In response, Verizon claimed it would reinforce its policies with employees to ensure this would not be an issue moving forward and questioned the investigation's integrity, although the company was never afforded the opportunity to respond to the allegations.

In November 2020, Verizon settled the lawsuit with New York City, whereby the company agreed to bring Fios to 500,000 households in the city. Verizon was required to target its fiber upgrades in low-income areas, including parts of the Bronx, Brooklyn, Manhattan, and Queens. Verizon also claimed that they would be required to make paid resident service available usually within seven days. In the settlement, Verizon did not admit wrongdoing.

===Carriage disputes===

====The Weather Channel carriage dispute====
On March 10, 2015, at midnight EDT, The Weather Channel and its sister network, Weatherscan, were pulled from Verizon Fios after the two parties were unable to come to terms on a new carriage agreement.

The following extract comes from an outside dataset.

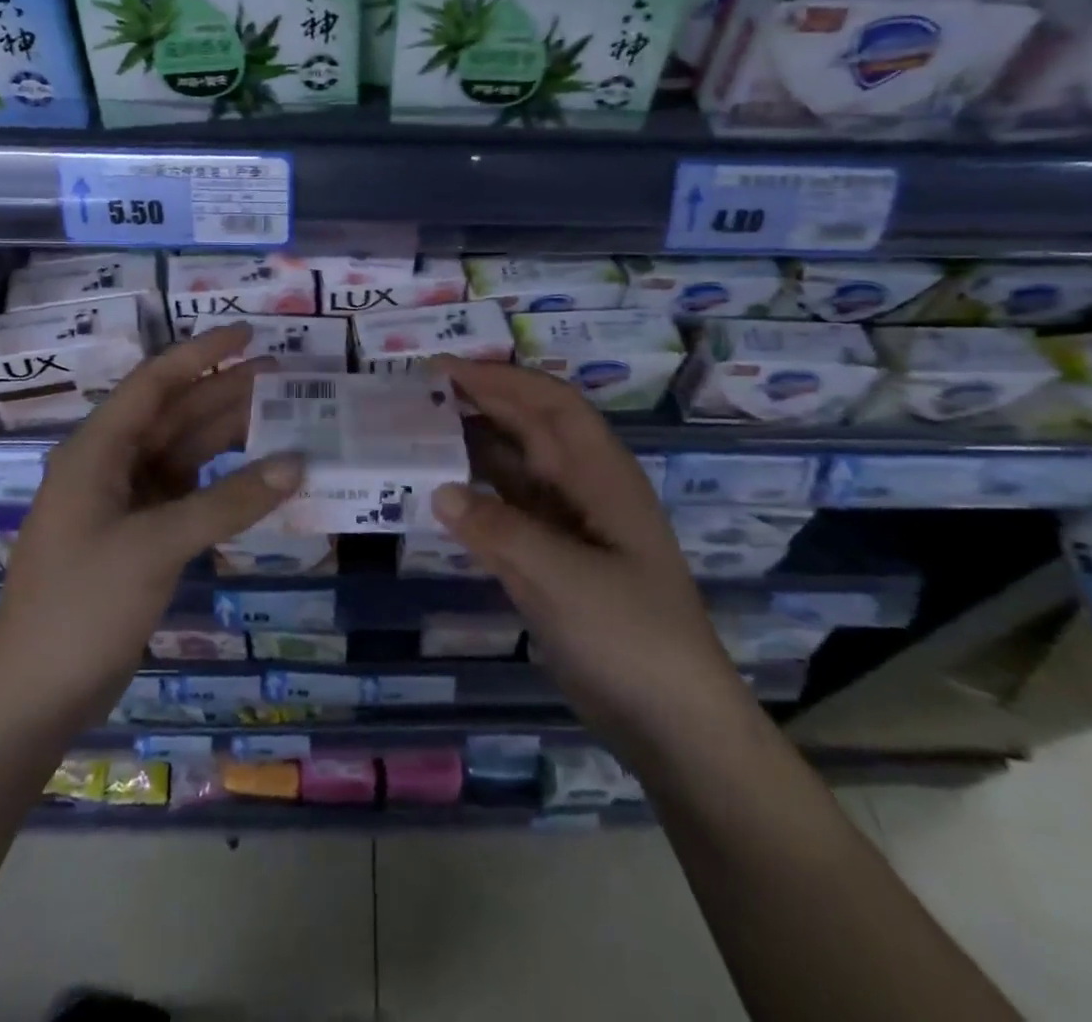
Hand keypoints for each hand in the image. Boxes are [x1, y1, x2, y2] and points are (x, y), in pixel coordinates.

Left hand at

The services have respectively been replaced by the AccuWeather Network (which launched on March 13) and a widget provided by Fios featuring forecast content provided by WeatherBug. No public announcement was made regarding the removal until over 12 hours after TWC and Weatherscan were pulled. The Weather Channel offered a less expensive deal to Verizon Fios, which rejected the offer. Verizon cited the wide availability of the Internet and mobile apps for consumers to access weather content any time of day as the reason for dropping TWC and its services.

The Weather Channel had earlier signed renewal agreements with major providers that are members of the National Cable Television Cooperative (NCTC), including Time Warner Cable and Cox Communications. While Verizon claimed it was a long-term business decision (instead of a carriage dispute), The Weather Channel launched a campaign to urge viewers to contact Fios about restoring the cable channel and its services.

It was announced on June 19, 2019, that The Weather Channel would return to Fios carriage beginning June 24, 2019.

====ESPN lawsuit====
In April 2015, ESPN Inc. sued Verizon for breaching its carriage contract by offering ESPN and ESPN2 as part of a separate sports package under its new "Custom TV" service. ESPN's contract requires the two networks to be part of the basic service. Verizon and ESPN reached a deal in May 2016. The terms of the deal were not made public.

====Cablevision lawsuit====
On May 19, 2015, Cablevision sued Verizon in the Southern District of New York to challenge Verizon's claim that it is 100 percent fiber-based. Cablevision started an advertising campaign to take the case mainstream. The two companies agreed to end the dispute in September 2015. The terms of the deal were not disclosed at the time.